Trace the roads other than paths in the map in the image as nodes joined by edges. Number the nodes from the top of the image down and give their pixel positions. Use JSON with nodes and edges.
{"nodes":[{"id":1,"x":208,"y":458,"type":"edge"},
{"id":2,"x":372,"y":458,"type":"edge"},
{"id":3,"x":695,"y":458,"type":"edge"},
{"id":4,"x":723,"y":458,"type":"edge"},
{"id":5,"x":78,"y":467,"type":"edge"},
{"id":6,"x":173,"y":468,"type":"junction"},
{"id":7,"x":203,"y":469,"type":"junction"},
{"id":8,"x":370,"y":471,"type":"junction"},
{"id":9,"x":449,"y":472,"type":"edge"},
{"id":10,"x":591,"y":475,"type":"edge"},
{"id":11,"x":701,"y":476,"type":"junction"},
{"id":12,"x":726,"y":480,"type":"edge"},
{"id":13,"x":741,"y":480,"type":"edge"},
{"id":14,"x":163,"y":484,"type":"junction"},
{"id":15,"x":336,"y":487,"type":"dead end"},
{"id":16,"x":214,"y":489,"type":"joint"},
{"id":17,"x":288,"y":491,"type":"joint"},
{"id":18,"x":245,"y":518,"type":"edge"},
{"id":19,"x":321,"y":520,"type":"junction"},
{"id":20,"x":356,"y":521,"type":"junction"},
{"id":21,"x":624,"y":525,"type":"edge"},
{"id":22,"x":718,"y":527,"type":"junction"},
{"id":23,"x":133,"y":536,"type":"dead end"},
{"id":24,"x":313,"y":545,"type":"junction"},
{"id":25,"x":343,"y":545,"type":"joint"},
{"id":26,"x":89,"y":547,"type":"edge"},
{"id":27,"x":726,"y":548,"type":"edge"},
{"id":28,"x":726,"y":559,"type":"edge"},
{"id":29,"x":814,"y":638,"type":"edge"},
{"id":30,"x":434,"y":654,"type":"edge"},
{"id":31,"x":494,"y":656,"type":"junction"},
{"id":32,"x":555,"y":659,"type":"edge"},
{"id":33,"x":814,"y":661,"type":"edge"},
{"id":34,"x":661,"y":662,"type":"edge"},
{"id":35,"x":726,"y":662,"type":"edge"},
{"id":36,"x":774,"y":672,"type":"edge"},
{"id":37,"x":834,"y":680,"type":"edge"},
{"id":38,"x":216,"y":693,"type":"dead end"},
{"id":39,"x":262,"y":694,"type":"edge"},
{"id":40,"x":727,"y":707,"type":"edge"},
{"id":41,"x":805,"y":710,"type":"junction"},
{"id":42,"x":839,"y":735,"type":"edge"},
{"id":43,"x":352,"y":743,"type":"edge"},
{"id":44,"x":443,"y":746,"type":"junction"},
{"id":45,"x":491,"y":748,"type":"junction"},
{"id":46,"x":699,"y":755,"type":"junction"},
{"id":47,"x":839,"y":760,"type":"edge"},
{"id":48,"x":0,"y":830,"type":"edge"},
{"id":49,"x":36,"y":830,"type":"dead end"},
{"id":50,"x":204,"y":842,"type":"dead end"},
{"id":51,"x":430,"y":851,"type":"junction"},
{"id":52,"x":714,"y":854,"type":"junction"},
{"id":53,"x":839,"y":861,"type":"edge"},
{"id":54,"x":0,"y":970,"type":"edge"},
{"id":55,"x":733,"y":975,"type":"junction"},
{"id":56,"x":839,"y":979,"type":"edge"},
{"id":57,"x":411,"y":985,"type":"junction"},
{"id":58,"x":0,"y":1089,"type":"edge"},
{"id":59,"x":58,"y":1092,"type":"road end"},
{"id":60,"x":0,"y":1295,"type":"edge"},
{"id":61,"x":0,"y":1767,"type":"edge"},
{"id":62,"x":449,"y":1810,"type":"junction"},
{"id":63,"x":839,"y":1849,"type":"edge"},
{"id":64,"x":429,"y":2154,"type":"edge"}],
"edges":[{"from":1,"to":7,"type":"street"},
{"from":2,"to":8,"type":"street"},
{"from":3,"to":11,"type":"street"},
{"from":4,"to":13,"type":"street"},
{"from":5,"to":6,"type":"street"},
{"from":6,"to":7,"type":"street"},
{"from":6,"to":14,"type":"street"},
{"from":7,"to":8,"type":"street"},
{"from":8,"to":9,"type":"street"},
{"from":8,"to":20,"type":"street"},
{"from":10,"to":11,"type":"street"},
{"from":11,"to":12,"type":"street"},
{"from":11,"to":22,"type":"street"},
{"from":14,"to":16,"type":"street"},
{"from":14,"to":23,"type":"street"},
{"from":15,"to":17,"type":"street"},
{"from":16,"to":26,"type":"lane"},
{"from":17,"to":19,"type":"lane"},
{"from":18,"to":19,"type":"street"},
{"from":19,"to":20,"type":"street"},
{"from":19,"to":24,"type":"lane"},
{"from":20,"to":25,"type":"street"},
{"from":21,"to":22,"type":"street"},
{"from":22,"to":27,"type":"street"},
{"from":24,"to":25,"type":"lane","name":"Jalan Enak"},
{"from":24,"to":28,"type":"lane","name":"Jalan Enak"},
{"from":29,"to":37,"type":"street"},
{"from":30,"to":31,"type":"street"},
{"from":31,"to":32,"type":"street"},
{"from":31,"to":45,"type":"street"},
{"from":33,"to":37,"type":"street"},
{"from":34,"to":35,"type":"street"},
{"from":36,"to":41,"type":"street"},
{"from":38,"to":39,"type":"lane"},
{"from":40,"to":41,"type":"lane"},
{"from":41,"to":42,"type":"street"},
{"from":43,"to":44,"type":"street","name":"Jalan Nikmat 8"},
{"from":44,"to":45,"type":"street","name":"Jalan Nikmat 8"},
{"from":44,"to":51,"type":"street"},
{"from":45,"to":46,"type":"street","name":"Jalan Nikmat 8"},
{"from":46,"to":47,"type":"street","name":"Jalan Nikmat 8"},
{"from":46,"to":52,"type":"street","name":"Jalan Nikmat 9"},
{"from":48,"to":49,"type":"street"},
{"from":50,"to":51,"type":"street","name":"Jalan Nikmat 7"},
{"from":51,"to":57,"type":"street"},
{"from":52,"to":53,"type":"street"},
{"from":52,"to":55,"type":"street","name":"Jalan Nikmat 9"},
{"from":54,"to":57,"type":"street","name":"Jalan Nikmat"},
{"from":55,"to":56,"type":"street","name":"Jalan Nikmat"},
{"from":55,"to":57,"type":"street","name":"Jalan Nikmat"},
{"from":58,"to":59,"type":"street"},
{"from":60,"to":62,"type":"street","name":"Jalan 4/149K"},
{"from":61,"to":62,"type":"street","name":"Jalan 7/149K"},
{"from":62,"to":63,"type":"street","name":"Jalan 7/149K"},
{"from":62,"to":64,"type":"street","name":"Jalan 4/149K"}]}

Requirement: Exactly reproduce the entries in their entirety.

Answer below:
Trace the roads other than paths in the map in the image as nodes joined by edges. Number the nodes from the top of the image down and give their pixel positions. Use JSON with nodes and edges.
{"nodes":[{"id":1,"x":208,"y":458,"type":"edge"},
{"id":2,"x":372,"y":458,"type":"edge"},
{"id":3,"x":695,"y":458,"type":"edge"},
{"id":4,"x":723,"y":458,"type":"edge"},
{"id":5,"x":78,"y":467,"type":"edge"},
{"id":6,"x":173,"y":468,"type":"junction"},
{"id":7,"x":203,"y":469,"type":"junction"},
{"id":8,"x":370,"y":471,"type":"junction"},
{"id":9,"x":449,"y":472,"type":"edge"},
{"id":10,"x":591,"y":475,"type":"edge"},
{"id":11,"x":701,"y":476,"type":"junction"},
{"id":12,"x":726,"y":480,"type":"edge"},
{"id":13,"x":741,"y":480,"type":"edge"},
{"id":14,"x":163,"y":484,"type":"junction"},
{"id":15,"x":336,"y":487,"type":"dead end"},
{"id":16,"x":214,"y":489,"type":"joint"},
{"id":17,"x":288,"y":491,"type":"joint"},
{"id":18,"x":245,"y":518,"type":"edge"},
{"id":19,"x":321,"y":520,"type":"junction"},
{"id":20,"x":356,"y":521,"type":"junction"},
{"id":21,"x":624,"y":525,"type":"edge"},
{"id":22,"x":718,"y":527,"type":"junction"},
{"id":23,"x":133,"y":536,"type":"dead end"},
{"id":24,"x":313,"y":545,"type":"junction"},
{"id":25,"x":343,"y":545,"type":"joint"},
{"id":26,"x":89,"y":547,"type":"edge"},
{"id":27,"x":726,"y":548,"type":"edge"},
{"id":28,"x":726,"y":559,"type":"edge"},
{"id":29,"x":814,"y":638,"type":"edge"},
{"id":30,"x":434,"y":654,"type":"edge"},
{"id":31,"x":494,"y":656,"type":"junction"},
{"id":32,"x":555,"y":659,"type":"edge"},
{"id":33,"x":814,"y":661,"type":"edge"},
{"id":34,"x":661,"y":662,"type":"edge"},
{"id":35,"x":726,"y":662,"type":"edge"},
{"id":36,"x":774,"y":672,"type":"edge"},
{"id":37,"x":834,"y":680,"type":"edge"},
{"id":38,"x":216,"y":693,"type":"dead end"},
{"id":39,"x":262,"y":694,"type":"edge"},
{"id":40,"x":727,"y":707,"type":"edge"},
{"id":41,"x":805,"y":710,"type":"junction"},
{"id":42,"x":839,"y":735,"type":"edge"},
{"id":43,"x":352,"y":743,"type":"edge"},
{"id":44,"x":443,"y":746,"type":"junction"},
{"id":45,"x":491,"y":748,"type":"junction"},
{"id":46,"x":699,"y":755,"type":"junction"},
{"id":47,"x":839,"y":760,"type":"edge"},
{"id":48,"x":0,"y":830,"type":"edge"},
{"id":49,"x":36,"y":830,"type":"dead end"},
{"id":50,"x":204,"y":842,"type":"dead end"},
{"id":51,"x":430,"y":851,"type":"junction"},
{"id":52,"x":714,"y":854,"type":"junction"},
{"id":53,"x":839,"y":861,"type":"edge"},
{"id":54,"x":0,"y":970,"type":"edge"},
{"id":55,"x":733,"y":975,"type":"junction"},
{"id":56,"x":839,"y":979,"type":"edge"},
{"id":57,"x":411,"y":985,"type":"junction"},
{"id":58,"x":0,"y":1089,"type":"edge"},
{"id":59,"x":58,"y":1092,"type":"road end"},
{"id":60,"x":0,"y":1295,"type":"edge"},
{"id":61,"x":0,"y":1767,"type":"edge"},
{"id":62,"x":449,"y":1810,"type":"junction"},
{"id":63,"x":839,"y":1849,"type":"edge"},
{"id":64,"x":429,"y":2154,"type":"edge"}],
"edges":[{"from":1,"to":7,"type":"street"},
{"from":2,"to":8,"type":"street"},
{"from":3,"to":11,"type":"street"},
{"from":4,"to":13,"type":"street"},
{"from":5,"to":6,"type":"street"},
{"from":6,"to":7,"type":"street"},
{"from":6,"to":14,"type":"street"},
{"from":7,"to":8,"type":"street"},
{"from":8,"to":9,"type":"street"},
{"from":8,"to":20,"type":"street"},
{"from":10,"to":11,"type":"street"},
{"from":11,"to":12,"type":"street"},
{"from":11,"to":22,"type":"street"},
{"from":14,"to":16,"type":"street"},
{"from":14,"to":23,"type":"street"},
{"from":15,"to":17,"type":"street"},
{"from":16,"to":26,"type":"lane"},
{"from":17,"to":19,"type":"lane"},
{"from":18,"to":19,"type":"street"},
{"from":19,"to":20,"type":"street"},
{"from":19,"to":24,"type":"lane"},
{"from":20,"to":25,"type":"street"},
{"from":21,"to":22,"type":"street"},
{"from":22,"to":27,"type":"street"},
{"from":24,"to":25,"type":"lane","name":"Jalan Enak"},
{"from":24,"to":28,"type":"lane","name":"Jalan Enak"},
{"from":29,"to":37,"type":"street"},
{"from":30,"to":31,"type":"street"},
{"from":31,"to":32,"type":"street"},
{"from":31,"to":45,"type":"street"},
{"from":33,"to":37,"type":"street"},
{"from":34,"to":35,"type":"street"},
{"from":36,"to":41,"type":"street"},
{"from":38,"to":39,"type":"lane"},
{"from":40,"to":41,"type":"lane"},
{"from":41,"to":42,"type":"street"},
{"from":43,"to":44,"type":"street","name":"Jalan Nikmat 8"},
{"from":44,"to":45,"type":"street","name":"Jalan Nikmat 8"},
{"from":44,"to":51,"type":"street"},
{"from":45,"to":46,"type":"street","name":"Jalan Nikmat 8"},
{"from":46,"to":47,"type":"street","name":"Jalan Nikmat 8"},
{"from":46,"to":52,"type":"street","name":"Jalan Nikmat 9"},
{"from":48,"to":49,"type":"street"},
{"from":50,"to":51,"type":"street","name":"Jalan Nikmat 7"},
{"from":51,"to":57,"type":"street"},
{"from":52,"to":53,"type":"street"},
{"from":52,"to":55,"type":"street","name":"Jalan Nikmat 9"},
{"from":54,"to":57,"type":"street","name":"Jalan Nikmat"},
{"from":55,"to":56,"type":"street","name":"Jalan Nikmat"},
{"from":55,"to":57,"type":"street","name":"Jalan Nikmat"},
{"from":58,"to":59,"type":"street"},
{"from":60,"to":62,"type":"street","name":"Jalan 4/149K"},
{"from":61,"to":62,"type":"street","name":"Jalan 7/149K"},
{"from":62,"to":63,"type":"street","name":"Jalan 7/149K"},
{"from":62,"to":64,"type":"street","name":"Jalan 4/149K"}]}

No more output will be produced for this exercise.